#### WHAT NEEDS TO BE DONE:
Take every line from the records below that includes the word "main".

Dataset items:

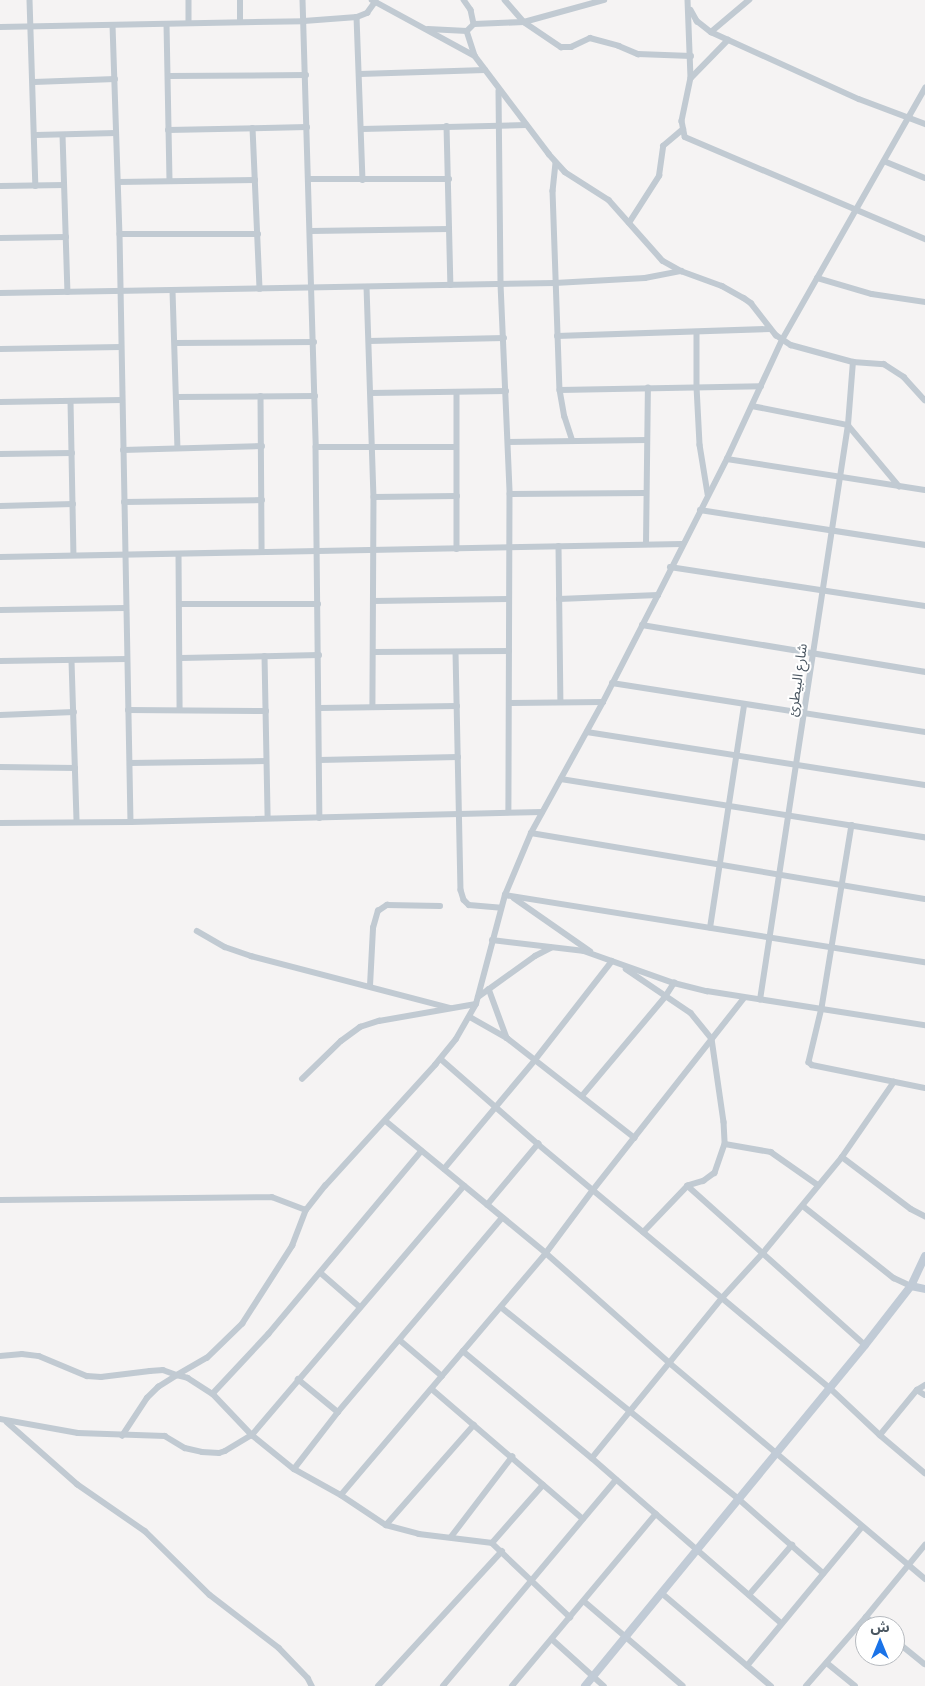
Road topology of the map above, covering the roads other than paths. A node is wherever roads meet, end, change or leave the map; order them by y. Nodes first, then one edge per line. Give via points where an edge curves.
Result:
1 (30, 0) edge
2 (189, 0) edge
3 (240, 0) edge
4 (303, 0) edge
5 (464, 0) edge
6 (505, 0) edge
7 (604, 0) edge
8 (688, 0) edge
9 (749, 0) edge
10 (374, 1) edge
11 (690, 8) junction
12 (357, 17) junction
13 (304, 21) junction
14 (240, 22) junction
15 (524, 22) junction
16 (189, 23) junction
17 (167, 24) junction
18 (474, 24) junction
19 (113, 25) junction
20 (0, 27) edge
21 (30, 27) junction
22 (424, 28) junction
23 (467, 31) junction
24 (711, 32) junction
25 (728, 40) junction
26 (475, 56) junction
27 (691, 56) junction
28 (485, 70) junction
29 (360, 74) junction
30 (306, 75) junction
31 (168, 76) junction
32 (691, 78) junction
33 (115, 80) junction
34 (34, 82) junction
35 (925, 88) edge
36 (499, 91) junction
37 (909, 117) junction
38 (925, 124) edge
39 (500, 125) junction
40 (526, 125) junction
41 (448, 126) junction
42 (307, 127) junction
43 (252, 128) junction
44 (362, 129) junction
45 (682, 129) junction
46 (168, 130) junction
47 (116, 133) junction
48 (36, 135) junction
49 (63, 135) junction
50 (884, 161) junction
51 (556, 163) junction
52 (925, 178) edge
53 (308, 179) junction
54 (449, 179) junction
55 (255, 180) junction
56 (363, 180) junction
57 (170, 181) junction
58 (118, 182) junction
59 (64, 185) junction
60 (0, 186) edge
61 (36, 186) junction
62 (855, 211) junction
63 (629, 223) junction
64 (450, 230) junction
65 (311, 231) junction
66 (120, 234) junction
67 (258, 234) junction
68 (66, 237) junction
69 (0, 238) edge
70 (925, 239) edge
71 (681, 271) junction
72 (817, 278) junction
73 (555, 283) junction
74 (501, 284) junction
75 (451, 285) junction
76 (367, 287) junction
77 (313, 288) junction
78 (260, 289) junction
79 (173, 291) junction
80 (68, 292) junction
81 (120, 292) junction
82 (0, 293) edge
83 (925, 302) edge
84 (770, 329) junction
85 (697, 333) junction
86 (557, 336) junction
87 (504, 338) junction
88 (782, 340) junction
89 (369, 341) junction
90 (314, 342) junction
91 (175, 343) junction
92 (121, 347) junction
93 (0, 349) edge
94 (853, 362) junction
95 (760, 386) junction
96 (697, 387) junction
97 (648, 388) junction
98 (560, 390) junction
99 (506, 391) junction
100 (456, 392) junction
101 (371, 393) junction
102 (261, 396) junction
103 (315, 396) junction
104 (176, 397) junction
105 (122, 400) junction
106 (925, 400) edge
107 (70, 401) junction
108 (0, 402) edge
109 (752, 406) junction
110 (848, 425) junction
111 (647, 440) junction
112 (573, 441) junction
113 (508, 442) junction
114 (262, 446) junction
115 (373, 447) junction
116 (456, 447) junction
117 (178, 448) junction
118 (316, 448) junction
119 (123, 450) junction
120 (72, 453) junction
121 (0, 454) edge
122 (726, 459) junction
123 (840, 478) junction
124 (899, 486) junction
125 (925, 490) edge
126 (646, 493) junction
127 (510, 494) junction
128 (708, 494) junction
129 (456, 496) junction
130 (374, 498) junction
131 (262, 500) junction
132 (124, 502) junction
133 (73, 504) junction
134 (0, 506) edge
135 (700, 510) junction
136 (832, 530) junction
137 (646, 544) junction
138 (682, 544) junction
139 (925, 545) edge
140 (559, 546) junction
141 (508, 547) junction
142 (457, 548) junction
143 (373, 550) junction
144 (318, 551) junction
145 (262, 552) junction
146 (74, 554) junction
147 (125, 554) junction
148 (179, 554) junction
149 (0, 557) edge
150 (670, 567) junction
151 (822, 590) junction
152 (658, 595) junction
153 (508, 599) junction
154 (559, 599) junction
155 (372, 601) junction
156 (180, 604) junction
157 (318, 604) junction
158 (925, 606) edge
159 (126, 608) junction
160 (0, 610) edge
161 (642, 625) junction
162 (509, 651) junction
163 (374, 652) junction
164 (456, 652) junction
165 (813, 654) junction
166 (319, 655) junction
167 (265, 656) junction
168 (180, 658) junction
169 (127, 659) junction
170 (0, 661) edge
171 (72, 661) junction
172 (925, 672) edge
173 (612, 683) junction
174 (561, 702) junction
175 (603, 702) junction
176 (511, 703) junction
177 (744, 705) junction
178 (457, 706) junction
179 (320, 708) junction
180 (373, 708) junction
181 (128, 710) junction
182 (180, 710) junction
183 (266, 711) junction
184 (74, 712) junction
185 (806, 713) junction
186 (0, 714) edge
187 (587, 732) junction
188 (925, 732) edge
189 (458, 757) junction
190 (738, 757) junction
191 (319, 760) junction
192 (266, 761) junction
193 (130, 764) junction
194 (797, 765) junction
195 (0, 767) edge
196 (75, 768) junction
197 (561, 779) junction
198 (925, 785) edge
199 (728, 807) junction
200 (509, 812) junction
201 (542, 812) junction
202 (458, 814) junction
203 (788, 816) junction
204 (268, 818) junction
205 (320, 818) junction
206 (77, 822) junction
207 (131, 822) junction
208 (0, 823) edge
209 (852, 825) junction
210 (531, 833) junction
211 (925, 838) edge
212 (720, 866) junction
213 (778, 876) junction
214 (842, 886) junction
215 (505, 895) junction
216 (512, 897) junction
217 (925, 899) edge
218 (440, 906) dead end
219 (501, 908) junction
220 (710, 928) junction
221 (197, 931) dead end
222 (768, 937) junction
223 (492, 940) junction
224 (553, 947) junction
225 (832, 947) junction
226 (596, 955) junction
227 (612, 961) junction
228 (925, 962) edge
229 (620, 965) junction
230 (674, 983) junction
231 (370, 986) junction
232 (489, 989) junction
233 (478, 997) junction
234 (665, 997) junction
235 (744, 998) junction
236 (760, 1000) junction
237 (476, 1004) junction
238 (450, 1008) junction
239 (822, 1008) junction
240 (470, 1017) junction
241 (925, 1025) edge
242 (507, 1038) junction
243 (712, 1039) junction
244 (441, 1058) junction
245 (535, 1060) junction
246 (302, 1079) dead end
247 (894, 1082) junction
248 (925, 1088) edge
249 (582, 1096) junction
250 (495, 1107) junction
251 (386, 1121) junction
252 (635, 1138) junction
253 (538, 1144) junction
254 (725, 1144) junction
255 (422, 1151) junction
256 (842, 1158) junction
257 (444, 1169) junction
258 (818, 1185) junction
259 (464, 1186) junction
260 (688, 1186) junction
261 (593, 1190) junction
262 (0, 1200) edge
263 (487, 1205) junction
264 (803, 1206) junction
265 (306, 1210) junction
266 (925, 1216) edge
267 (502, 1218) junction
268 (644, 1232) junction
269 (546, 1253) junction
270 (763, 1254) junction
271 (925, 1256) edge
272 (321, 1273) junction
273 (911, 1286) junction
274 (925, 1289) edge
275 (722, 1298) junction
276 (360, 1307) junction
277 (501, 1307) junction
278 (401, 1341) junction
279 (865, 1345) junction
280 (463, 1351) junction
281 (0, 1356) edge
282 (671, 1364) junction
283 (177, 1375) junction
284 (442, 1376) junction
285 (298, 1379) junction
286 (925, 1385) edge
287 (830, 1388) junction
288 (432, 1389) junction
289 (917, 1390) junction
290 (213, 1394) junction
291 (925, 1396) edge
292 (338, 1412) junction
293 (630, 1413) junction
294 (2, 1420) edge
295 (474, 1425) junction
296 (252, 1435) junction
297 (880, 1435) junction
298 (122, 1436) junction
299 (777, 1454) junction
300 (512, 1457) junction
301 (592, 1458) junction
302 (294, 1469) junction
303 (925, 1473) edge
304 (616, 1480) junction
305 (543, 1485) junction
306 (341, 1495) junction
307 (740, 1500) junction
308 (656, 1514) junction
309 (583, 1519) junction
310 (386, 1526) junction
311 (862, 1527) junction
312 (451, 1537) junction
313 (492, 1543) junction
314 (792, 1545) junction
315 (925, 1545) edge
316 (698, 1550) junction
317 (502, 1551) junction
318 (908, 1565) junction
319 (823, 1573) junction
320 (925, 1579) edge
321 (532, 1580) junction
322 (662, 1594) junction
323 (749, 1595) junction
324 (584, 1601) junction
325 (867, 1616) edge
326 (570, 1617) junction
327 (781, 1623) junction
328 (855, 1630) edge
329 (626, 1636) junction
330 (552, 1639) junction
331 (905, 1648) edge
332 (827, 1662) junction
333 (925, 1664) edge
334 (746, 1666) junction
335 (593, 1676) junction
336 (312, 1686) edge
337 (378, 1686) edge
338 (443, 1686) edge
339 (512, 1686) edge
340 (585, 1686) edge
341 (604, 1686) edge
342 (682, 1686) edge
343 (771, 1686) edge
344 (806, 1686) edge
345 (855, 1686) edge

1 - 21 street
2 - 16 street
3 - 14 street
4 - 13 street
5 - 18 street
6 - 15 street
7 - 15 street
8 - 11 street
9 - 24 street
10 - 12 street via 366,14
10 - 22 street
11 - 24 street via 697,21
11 - 27 street
12 - 13 street
12 - 29 street
13 - 14 street
13 - 30 street
14 - 16 street
15 - 18 street
15 - 27 street via 561,47 571,47 590,38 638,54
16 - 17 street
17 - 19 street
17 - 31 street
18 - 23 street
19 - 21 street
19 - 33 street
20 - 21 street
21 - 34 street
22 - 23 street
22 - 26 street
23 - 26 street
24 - 25 street
25 - 32 street
25 - 37 street via 859,99
26 - 28 street
27 - 32 street
28 - 29 street
28 - 36 street
29 - 44 street
30 - 31 street
30 - 42 street
31 - 46 street
32 - 45 street
33 - 34 street
33 - 47 street
34 - 48 street
35 - 37 street
36 - 39 street
36 - 40 street
37 - 38 street
37 - 50 street
39 - 40 street
39 - 41 street
39 - 74 street
40 - 51 street
41 - 44 street
41 - 54 street
42 - 43 street
42 - 53 street
43 - 46 street
43 - 55 street
44 - 56 street
45 - 62 street via 689,139
45 - 63 street via 662,146 659,176
46 - 57 street
47 - 49 street
47 - 58 street
48 - 49 street
48 - 61 street
49 - 59 street
50 - 52 street
50 - 62 street
51 - 63 street via 609,200
51 - 73 street via 553,191
53 - 56 street
53 - 65 street
54 - 56 street
54 - 64 street
55 - 57 street
55 - 67 street
57 - 58 street
58 - 66 street
59 - 61 street
59 - 68 street
60 - 61 street
62 - 70 street
62 - 72 street
63 - 71 street via 663,261
64 - 65 street
64 - 75 street
65 - 77 street
66 - 67 street
66 - 81 street
67 - 78 street
68 - 69 street
68 - 80 street
71 - 73 street via 645,278
71 - 84 street via 744,298
72 - 83 street via 872,294
72 - 88 street
73 - 74 street
73 - 86 street
74 - 75 street
74 - 87 street
75 - 76 street
76 - 77 street
76 - 89 street
77 - 78 street
77 - 90 street
78 - 79 street
79 - 81 street
79 - 91 street
80 - 81 street
80 - 82 street
81 - 92 street
84 - 85 street
84 - 88 street
85 - 86 street
85 - 96 street
86 - 98 street
87 - 89 street
87 - 99 street
88 - 94 street via 796,347
88 - 95 street
89 - 101 street
90 - 91 street
90 - 103 street
91 - 104 street
92 - 93 street
92 - 105 street
94 - 106 street via 885,365 904,377
94 - 110 street, شارع البيطرئ
95 - 96 street
95 - 109 street
96 - 97 street
96 - 128 street via 701,459
97 - 98 street
97 - 111 street
98 - 112 street
99 - 100 street
99 - 113 street
100 - 101 street
100 - 116 street
101 - 115 street
102 - 103 street
102 - 104 street
102 - 114 street
103 - 118 street
104 - 117 street
105 - 107 street
105 - 119 street
107 - 108 street
107 - 120 street
109 - 110 street
109 - 122 street
110 - 123 street, شارع البيطرئ
110 - 124 street
111 - 112 street
111 - 126 street
112 - 113 street
113 - 127 street
114 - 117 street
114 - 131 street
115 - 116 street
115 - 118 street
115 - 130 street
116 - 129 street
117 - 119 street
118 - 144 street
119 - 132 street
120 - 121 street
120 - 133 street
122 - 123 street
122 - 128 street
123 - 124 street
123 - 136 street, شارع البيطرئ
124 - 125 street
126 - 127 street
126 - 137 street
127 - 141 street
128 - 135 street
129 - 130 street
129 - 142 street
130 - 143 street
131 - 132 street
131 - 145 street
132 - 147 street
133 - 134 street
133 - 146 street
135 - 136 street
135 - 138 street
136 - 139 street
136 - 151 street, شارع البيطرئ
137 - 138 street
137 - 140 street
138 - 150 street
140 - 141 street
140 - 154 street
141 - 142 street
141 - 153 street
142 - 143 street
143 - 144 street
143 - 155 street
144 - 145 street
144 - 157 street
145 - 148 street
146 - 147 street
146 - 149 street
147 - 148 street
147 - 159 street
148 - 156 street
150 - 151 street
150 - 152 street
151 - 158 street
151 - 165 street, شارع البيطرئ
152 - 154 street
152 - 161 street
153 - 155 street
153 - 162 street
154 - 174 street
155 - 163 street
156 - 157 street
156 - 168 street
157 - 166 street
159 - 160 street
159 - 169 street
161 - 165 street
161 - 173 street
162 - 164 street
162 - 176 street
163 - 164 street
163 - 180 street
164 - 178 street
165 - 172 street
165 - 185 street, شارع البيطرئ
166 - 167 street
166 - 179 street
167 - 168 street
167 - 183 street
168 - 182 street
169 - 171 street
169 - 181 street
170 - 171 street
171 - 184 street
173 - 175 street
173 - 177 street
174 - 175 street
174 - 176 street
175 - 187 street
176 - 200 street
177 - 185 street
177 - 190 street
178 - 180 street
178 - 189 street
179 - 180 street
179 - 191 street
181 - 182 street
181 - 193 street
182 - 183 street
183 - 192 street
184 - 186 street
184 - 196 street
185 - 188 street
185 - 194 street, شارع البيطرئ
187 - 190 street
187 - 197 street
189 - 191 street
189 - 202 street
190 - 194 street
190 - 199 street
191 - 205 street
192 - 193 street
192 - 204 street
193 - 207 street
194 - 198 street
194 - 203 street, شارع البيطرئ
195 - 196 street
196 - 206 street
197 - 199 street
197 - 201 street
199 - 203 street
199 - 212 street
200 - 201 street
200 - 202 street
201 - 210 street
202 - 205 street
202 - 219 street via 463,898 471,906
203 - 209 street
203 - 213 street, شارع البيطرئ
204 - 205 street
204 - 207 street
206 - 207 street
206 - 208 street
209 - 211 street
209 - 214 street
210 - 212 street
210 - 215 street
212 - 213 street
212 - 220 street
213 - 214 street
213 - 222 street, شارع البيطرئ
214 - 217 street
214 - 225 street
215 - 216 street
215 - 219 street
216 - 220 street
216 - 226 street
218 - 231 street via 387,906 378,911 373,928
219 - 223 street
220 - 222 street
221 - 231 street via 225,947 251,956
222 - 225 street
222 - 236 street, شارع البيطرئ
223 - 224 street
223 - 233 street
224 - 226 street
224 - 232 street
225 - 228 street
225 - 239 street
226 - 227 street
227 - 229 street
227 - 245 street
229 - 230 street
229 - 234 street
230 - 234 street
230 - 235 street
231 - 238 street
232 - 233 street
232 - 242 street
233 - 237 street
234 - 243 street via 694,1016
234 - 249 street
235 - 236 street
235 - 243 street
236 - 239 street
237 - 238 street
237 - 240 street
238 - 246 street via 360,1027
239 - 241 street
239 - 247 street via 810,1064
240 - 242 street
240 - 244 street
242 - 245 street
243 - 252 street
243 - 254 street
244 - 250 street
244 - 251 street
245 - 249 street
245 - 250 street
247 - 248 street
247 - 256 street
249 - 252 street
250 - 253 street
250 - 257 street
251 - 255 street
251 - 265 street
252 - 261 street
253 - 261 street
253 - 263 street
254 - 258 street via 771,1152
254 - 260 street via 715,1173
255 - 257 street
255 - 272 street
256 - 258 street
256 - 266 street
257 - 259 street
258 - 264 street
259 - 263 street
259 - 276 street
260 - 268 street
260 - 270 street
261 - 268 street
261 - 269 street
262 - 265 street via 272,1196
263 - 267 street
264 - 270 street
264 - 273 street via 894,1278
265 - 283 street via 292,1246 242,1324 216,1351
267 - 269 street
267 - 278 street
268 - 275 street
269 - 277 street
269 - 282 street
270 - 275 street
270 - 279 street
271 - 273 main road
272 - 276 street
272 - 290 street
273 - 274 main road
273 - 279 main road
275 - 282 street
275 - 287 street
276 - 285 street
277 - 280 street
277 - 293 street
278 - 284 street
278 - 292 street
279 - 287 main road
280 - 284 street
280 - 301 street
281 - 283 street via 39,1356 87,1376 157,1370
282 - 293 street
282 - 299 street
283 - 290 street
283 - 298 street via 147,1398
284 - 288 street
285 - 292 street
285 - 296 street
286 - 289 street
287 - 297 street
287 - 299 main road
288 - 295 street
288 - 306 street
289 - 291 street
289 - 297 street
290 - 296 street
292 - 302 street
293 - 301 street
293 - 307 street
294 - 298 street via 78,1434
294 - 336 street via 77,1484 145,1531 210,1595 279,1648
295 - 300 street
295 - 310 street
296 - 298 street via 222,1452 210,1454 185,1448 165,1436
296 - 302 street
297 - 303 street
299 - 307 main road
299 - 311 street
300 - 305 street
300 - 312 street
301 - 304 street
302 - 306 street
304 - 308 street
304 - 309 street
305 - 309 street
305 - 313 street
306 - 310 street
307 - 314 street
307 - 316 main road
308 - 316 street
308 - 324 street
309 - 321 street
310 - 312 street
311 - 318 street
311 - 319 street
312 - 313 street
313 - 317 street
314 - 319 street
314 - 323 street
315 - 318 street
316 - 322 main road
316 - 323 street
317 - 321 street
317 - 337 street
318 - 320 street
318 - 325 street
319 - 327 street
321 - 326 street
321 - 338 street
322 - 329 main road
322 - 334 street
323 - 327 street
324 - 326 street
324 - 329 street
326 - 330 street
327 - 334 street
328 - 332 street
329 - 335 main road
329 - 342 street
330 - 335 street
330 - 339 street
331 - 333 street
332 - 344 street
332 - 345 street
334 - 343 street
335 - 340 main road
335 - 341 street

#### TASK RESULT:
271 - 273 main road
273 - 274 main road
273 - 279 main road
279 - 287 main road
287 - 299 main road
299 - 307 main road
307 - 316 main road
316 - 322 main road
322 - 329 main road
329 - 335 main road
335 - 340 main road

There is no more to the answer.